--- The input Enclosed Below ---
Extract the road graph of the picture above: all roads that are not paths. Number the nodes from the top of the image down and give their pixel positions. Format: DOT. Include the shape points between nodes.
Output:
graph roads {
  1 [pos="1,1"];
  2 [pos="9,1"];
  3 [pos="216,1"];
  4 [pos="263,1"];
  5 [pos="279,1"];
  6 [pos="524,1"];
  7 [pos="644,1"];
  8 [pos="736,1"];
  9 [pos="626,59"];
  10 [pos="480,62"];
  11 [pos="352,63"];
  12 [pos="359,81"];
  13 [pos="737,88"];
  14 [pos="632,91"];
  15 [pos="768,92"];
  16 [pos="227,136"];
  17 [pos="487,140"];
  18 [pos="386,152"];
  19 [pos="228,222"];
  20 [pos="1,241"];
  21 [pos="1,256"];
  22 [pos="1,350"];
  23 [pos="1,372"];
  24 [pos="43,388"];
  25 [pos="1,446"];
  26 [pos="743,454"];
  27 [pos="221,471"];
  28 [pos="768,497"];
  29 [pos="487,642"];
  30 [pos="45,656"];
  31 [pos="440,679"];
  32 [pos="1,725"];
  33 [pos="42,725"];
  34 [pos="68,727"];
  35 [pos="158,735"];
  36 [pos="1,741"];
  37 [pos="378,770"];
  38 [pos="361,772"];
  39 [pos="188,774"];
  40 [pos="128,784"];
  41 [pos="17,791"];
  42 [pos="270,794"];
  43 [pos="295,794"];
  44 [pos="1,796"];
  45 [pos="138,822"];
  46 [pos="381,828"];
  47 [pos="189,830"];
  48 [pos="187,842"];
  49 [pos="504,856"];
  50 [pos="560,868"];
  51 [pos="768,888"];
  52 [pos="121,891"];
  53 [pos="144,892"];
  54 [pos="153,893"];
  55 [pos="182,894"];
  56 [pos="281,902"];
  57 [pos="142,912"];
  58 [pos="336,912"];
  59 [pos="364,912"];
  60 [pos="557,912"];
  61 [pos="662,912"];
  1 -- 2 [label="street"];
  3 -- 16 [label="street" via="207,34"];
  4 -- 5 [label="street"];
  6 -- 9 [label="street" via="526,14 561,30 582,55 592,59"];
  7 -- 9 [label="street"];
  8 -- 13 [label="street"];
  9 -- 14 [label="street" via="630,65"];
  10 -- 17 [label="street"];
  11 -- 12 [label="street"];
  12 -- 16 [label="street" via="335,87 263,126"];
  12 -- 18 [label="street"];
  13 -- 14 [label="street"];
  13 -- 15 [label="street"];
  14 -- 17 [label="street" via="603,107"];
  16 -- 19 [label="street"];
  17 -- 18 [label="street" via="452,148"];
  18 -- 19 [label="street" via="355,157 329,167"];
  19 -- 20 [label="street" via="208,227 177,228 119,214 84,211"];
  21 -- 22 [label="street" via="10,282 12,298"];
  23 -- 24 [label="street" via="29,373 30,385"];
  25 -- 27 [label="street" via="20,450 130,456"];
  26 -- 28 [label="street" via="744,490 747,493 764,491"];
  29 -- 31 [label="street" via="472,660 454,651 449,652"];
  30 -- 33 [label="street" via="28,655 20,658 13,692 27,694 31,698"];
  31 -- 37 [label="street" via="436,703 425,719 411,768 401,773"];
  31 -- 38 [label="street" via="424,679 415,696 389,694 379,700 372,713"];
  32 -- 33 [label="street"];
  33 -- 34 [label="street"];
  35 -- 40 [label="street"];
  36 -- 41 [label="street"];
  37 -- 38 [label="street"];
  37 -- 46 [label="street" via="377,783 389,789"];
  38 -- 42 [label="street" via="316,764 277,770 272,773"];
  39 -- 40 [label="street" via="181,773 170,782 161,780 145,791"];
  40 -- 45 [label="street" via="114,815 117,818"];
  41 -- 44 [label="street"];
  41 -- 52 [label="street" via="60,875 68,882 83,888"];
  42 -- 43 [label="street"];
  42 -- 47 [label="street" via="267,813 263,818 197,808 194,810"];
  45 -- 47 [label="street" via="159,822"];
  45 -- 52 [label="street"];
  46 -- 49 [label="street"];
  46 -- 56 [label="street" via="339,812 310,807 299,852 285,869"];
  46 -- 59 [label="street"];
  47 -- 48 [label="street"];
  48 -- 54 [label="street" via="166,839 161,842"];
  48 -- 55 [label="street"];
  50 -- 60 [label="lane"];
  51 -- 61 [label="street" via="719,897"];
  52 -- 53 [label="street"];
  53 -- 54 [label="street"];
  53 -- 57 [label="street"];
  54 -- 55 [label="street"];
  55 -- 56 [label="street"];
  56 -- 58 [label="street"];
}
--- End of Enclosed The input ---
**Task goal**
Line by line, print the records above exactly as they stand.

**Your solution**
Extract the road graph of the picture above: all roads that are not paths. Number the nodes from the top of the image down and give their pixel positions. Format: DOT. Include the shape points between nodes.
Output:
graph roads {
  1 [pos="1,1"];
  2 [pos="9,1"];
  3 [pos="216,1"];
  4 [pos="263,1"];
  5 [pos="279,1"];
  6 [pos="524,1"];
  7 [pos="644,1"];
  8 [pos="736,1"];
  9 [pos="626,59"];
  10 [pos="480,62"];
  11 [pos="352,63"];
  12 [pos="359,81"];
  13 [pos="737,88"];
  14 [pos="632,91"];
  15 [pos="768,92"];
  16 [pos="227,136"];
  17 [pos="487,140"];
  18 [pos="386,152"];
  19 [pos="228,222"];
  20 [pos="1,241"];
  21 [pos="1,256"];
  22 [pos="1,350"];
  23 [pos="1,372"];
  24 [pos="43,388"];
  25 [pos="1,446"];
  26 [pos="743,454"];
  27 [pos="221,471"];
  28 [pos="768,497"];
  29 [pos="487,642"];
  30 [pos="45,656"];
  31 [pos="440,679"];
  32 [pos="1,725"];
  33 [pos="42,725"];
  34 [pos="68,727"];
  35 [pos="158,735"];
  36 [pos="1,741"];
  37 [pos="378,770"];
  38 [pos="361,772"];
  39 [pos="188,774"];
  40 [pos="128,784"];
  41 [pos="17,791"];
  42 [pos="270,794"];
  43 [pos="295,794"];
  44 [pos="1,796"];
  45 [pos="138,822"];
  46 [pos="381,828"];
  47 [pos="189,830"];
  48 [pos="187,842"];
  49 [pos="504,856"];
  50 [pos="560,868"];
  51 [pos="768,888"];
  52 [pos="121,891"];
  53 [pos="144,892"];
  54 [pos="153,893"];
  55 [pos="182,894"];
  56 [pos="281,902"];
  57 [pos="142,912"];
  58 [pos="336,912"];
  59 [pos="364,912"];
  60 [pos="557,912"];
  61 [pos="662,912"];
  1 -- 2 [label="street"];
  3 -- 16 [label="street" via="207,34"];
  4 -- 5 [label="street"];
  6 -- 9 [label="street" via="526,14 561,30 582,55 592,59"];
  7 -- 9 [label="street"];
  8 -- 13 [label="street"];
  9 -- 14 [label="street" via="630,65"];
  10 -- 17 [label="street"];
  11 -- 12 [label="street"];
  12 -- 16 [label="street" via="335,87 263,126"];
  12 -- 18 [label="street"];
  13 -- 14 [label="street"];
  13 -- 15 [label="street"];
  14 -- 17 [label="street" via="603,107"];
  16 -- 19 [label="street"];
  17 -- 18 [label="street" via="452,148"];
  18 -- 19 [label="street" via="355,157 329,167"];
  19 -- 20 [label="street" via="208,227 177,228 119,214 84,211"];
  21 -- 22 [label="street" via="10,282 12,298"];
  23 -- 24 [label="street" via="29,373 30,385"];
  25 -- 27 [label="street" via="20,450 130,456"];
  26 -- 28 [label="street" via="744,490 747,493 764,491"];
  29 -- 31 [label="street" via="472,660 454,651 449,652"];
  30 -- 33 [label="street" via="28,655 20,658 13,692 27,694 31,698"];
  31 -- 37 [label="street" via="436,703 425,719 411,768 401,773"];
  31 -- 38 [label="street" via="424,679 415,696 389,694 379,700 372,713"];
  32 -- 33 [label="street"];
  33 -- 34 [label="street"];
  35 -- 40 [label="street"];
  36 -- 41 [label="street"];
  37 -- 38 [label="street"];
  37 -- 46 [label="street" via="377,783 389,789"];
  38 -- 42 [label="street" via="316,764 277,770 272,773"];
  39 -- 40 [label="street" via="181,773 170,782 161,780 145,791"];
  40 -- 45 [label="street" via="114,815 117,818"];
  41 -- 44 [label="street"];
  41 -- 52 [label="street" via="60,875 68,882 83,888"];
  42 -- 43 [label="street"];
  42 -- 47 [label="street" via="267,813 263,818 197,808 194,810"];
  45 -- 47 [label="street" via="159,822"];
  45 -- 52 [label="street"];
  46 -- 49 [label="street"];
  46 -- 56 [label="street" via="339,812 310,807 299,852 285,869"];
  46 -- 59 [label="street"];
  47 -- 48 [label="street"];
  48 -- 54 [label="street" via="166,839 161,842"];
  48 -- 55 [label="street"];
  50 -- 60 [label="lane"];
  51 -- 61 [label="street" via="719,897"];
  52 -- 53 [label="street"];
  53 -- 54 [label="street"];
  53 -- 57 [label="street"];
  54 -- 55 [label="street"];
  55 -- 56 [label="street"];
  56 -- 58 [label="street"];
}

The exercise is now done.